Here is how Belfer Center experts responded to the announcement:

"President Obama should take a page from Ronald Reagan's book. Amidst the dangers of the Cold War, Reagan eagerly negotiated arms control agreements with the Soviet Union to reduce risks that accidents or miscalculations could lead to nuclear war while simultaneously pursuing a strategy to defeat the "evil empire." Imposing sanctions on Russia to punish its aggression against Ukraine does not require stopping scientific, technical, and security cooperation that advances American interests."

Graham Allison, Director, Belfer Center for Science and International Affairs

"Despite our differences, the United States and Russia, as the nations with the world’s largest nuclear stockpiles, have a responsibility to lead — to continue working together toward a world where all nuclear weapons and weapons-usable material worldwide are effectively and sustainably secured against the full spectrum of plausible threats. We worked together to build the global nonproliferation regime when our countries were locked in a global Cold War — we can and must work together to secure nuclear materials today. It’s time for the United States to propose a new agenda for fully equal U.S.-Russian cooperation, exchanging best practices, strengthening security culture, jointly developing new security and accounting technologies, helping other countries, and more. We should not allow nuclear security to be another victim of Russian aggression in Ukraine.”

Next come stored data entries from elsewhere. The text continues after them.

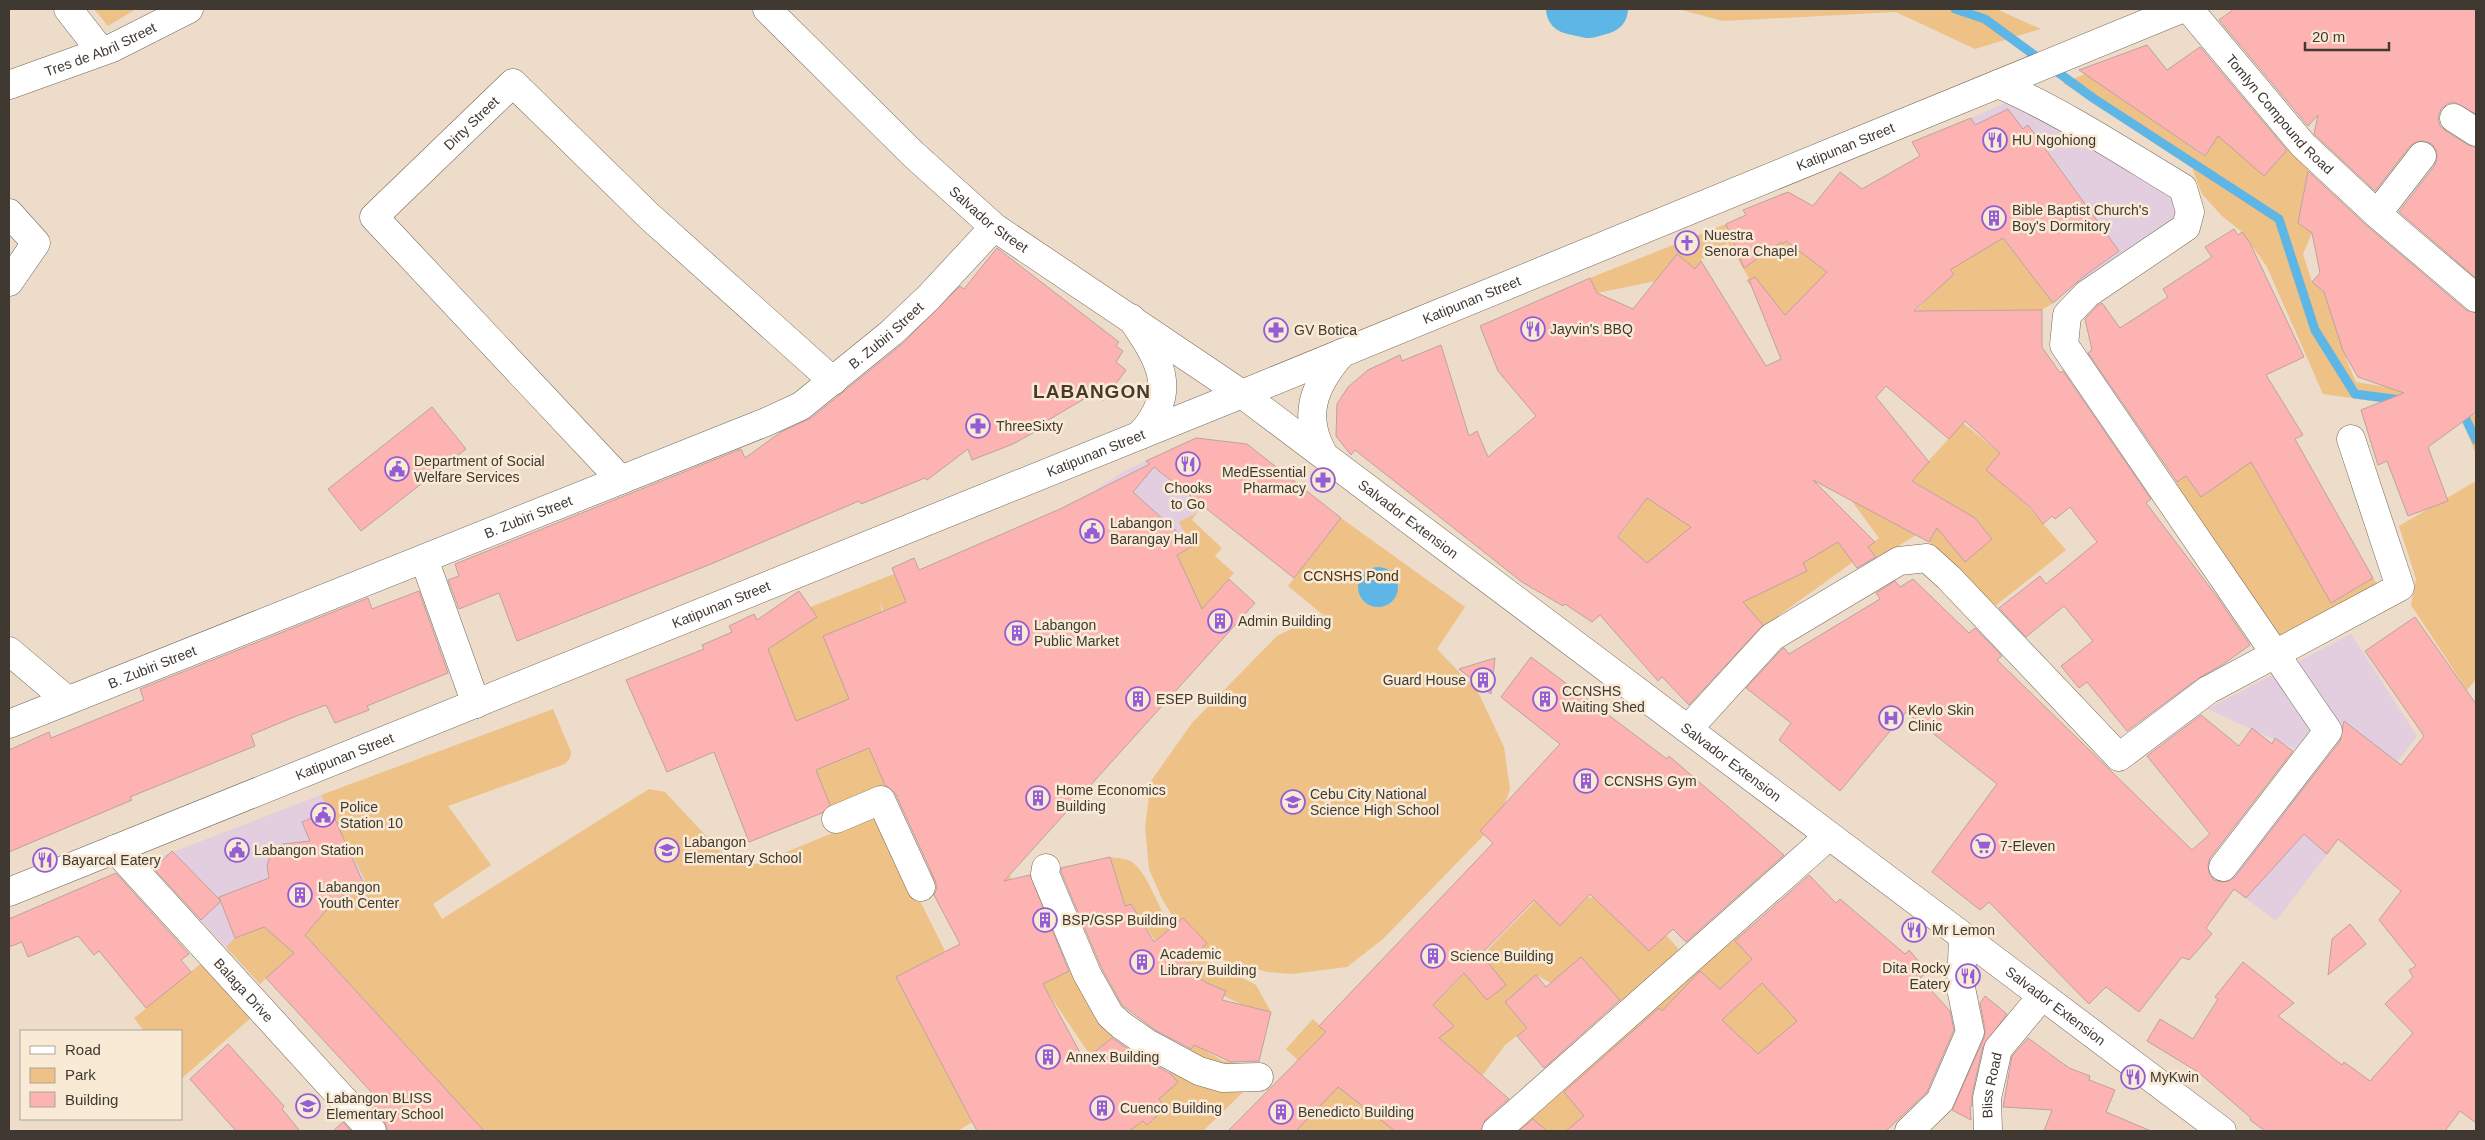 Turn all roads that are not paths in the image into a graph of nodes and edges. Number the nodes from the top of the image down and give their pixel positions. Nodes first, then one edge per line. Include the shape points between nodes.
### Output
1 (68, 9) edge
2 (189, 9) edge
3 (767, 9) edge
4 (2181, 9) edge
5 (2189, 9) edge
6 (101, 51) junction
7 (1999, 83) junction
8 (9, 85) edge
9 (2422, 156) dead end
10 (9, 213) edge
11 (2377, 214) junction
12 (994, 227) junction
13 (9, 282) edge
14 (2476, 298) edge
15 (1131, 318) junction
16 (1342, 353) junction
17 (833, 381) junction
18 (1242, 394) junction
19 (1140, 435) junction
20 (2351, 439) dead end
21 (1324, 455) junction
22 (621, 480) junction
23 (424, 559) junction
24 (9, 651) edge
25 (2275, 655) junction
26 (67, 700) junction
27 (476, 704) junction
28 (9, 724) edge
29 (1688, 729) junction
30 (836, 819) dead end
31 (1829, 836) junction
32 (115, 849) junction
33 (2223, 867) dead end
34 (1046, 868) dead end
35 (921, 887) dead end
36 (9, 892) edge
37 (1964, 937) junction
38 (2042, 996) junction
39 (1259, 1077) dead end
40 (372, 1131) edge
41 (1496, 1131) edge
42 (1909, 1131) edge
43 (1988, 1131) edge
44 (2222, 1131) edge

1 - 6 street
2 - 6 street, Tres de Abril Street
3 - 12 street, Salvador Street via 913,154
4 - 7 street, Katipunan Street
5 - 11 street, Tomlyn Compound Road via 2303,145
6 - 8 street, Tres de Abril Street
7 - 16 street, Katipunan Street
7 - 25 street via 2183,188 2190,212 2186,227 2087,294 2067,315 2064,345
9 - 11 street
10 - 13 street via 36,243
11 - 14 street, Tomlyn Compound Road
12 - 15 street, Salvador Street
12 - 17 street, B. Zubiri Street via 916,309
15 - 18 street, Salvador Street
15 - 19 street via 1157,359 1164,386 1161,403
16 - 18 street, Katipunan Street
16 - 21 street via 1320,385 1312,409 1315,438
17 - 22 street, B. Zubiri Street via 801,406
17 - 22 street, Dirty Street via 650,217 513,83 374,217
18 - 19 street, Katipunan Street
18 - 21 street, Salvador Extension
19 - 27 street, Katipunan Street
20 - 25 street via 2400,587
21 - 29 street, Salvador Extension
22 - 23 street, B. Zubiri Street
23 - 26 street, B. Zubiri Street
23 - 27 street
24 - 26 street
25 - 29 street via 2208,690 2119,757 1927,558 1899,561 1772,637
25 - 33 street via 2328,731
26 - 28 street, B. Zubiri Street
27 - 32 street, Katipunan Street
29 - 31 street, Salvador Extension
30 - 35 street via 881,800
31 - 37 street, Salvador Extension
31 - 41 street
32 - 36 street, Katipunan Street
32 - 40 street, Balaga Drive
34 - 39 street via 1045,874 1087,974 1116,1020 1147,1043 1199,1071 1223,1078
37 - 38 street, Salvador Extension
37 - 42 street via 1960,988 1970,1032 1940,1101
38 - 43 street, Bliss Road via 1998,1049 1987,1098
38 - 44 street, Salvador Extension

Matthew Bunn, Professor of Practice, Harvard Kennedy School

"Responding to Russia's invasion of Ukraine, the US suspended most peaceful nuclear cooperation with Russia, while trying to preserve nuclear security cooperation. Now Russia is saying it may suspend nuclear security cooperation, including participation in the 2016 Nuclear Security Summit. The only way back now is progress toward a political deal between Kiev and the rebels, which could give both Washington and Moscow a basis for restoring nuclear cooperation. Unfortunately, Putin seems more interested in fostering political stalemate than political settlement in Ukraine. As a result, nuclear cooperation is likely to remain in the deep freeze for a long time to come."

Gary Samore, Executive Director for Research, Belfer Center for Science and International Affairs

"U.S.-Russian relations are at a post-Cold War nadir, and might worsen. What then to do about nuclear security cooperation? Moscow makes such work hard: Congress is in no mood to spend money in an expansionist Russia; the Ministry of Defense ended all cooperation at its sites; and, the Kremlin’s refusal to participate in the Nuclear Security Summit is short-sighted and spiteful. Yet, two facts abide. The state of Russian nuclear security is not what it should be, and helping to improve it is in the U.S. national security interest. Therefore, we must try."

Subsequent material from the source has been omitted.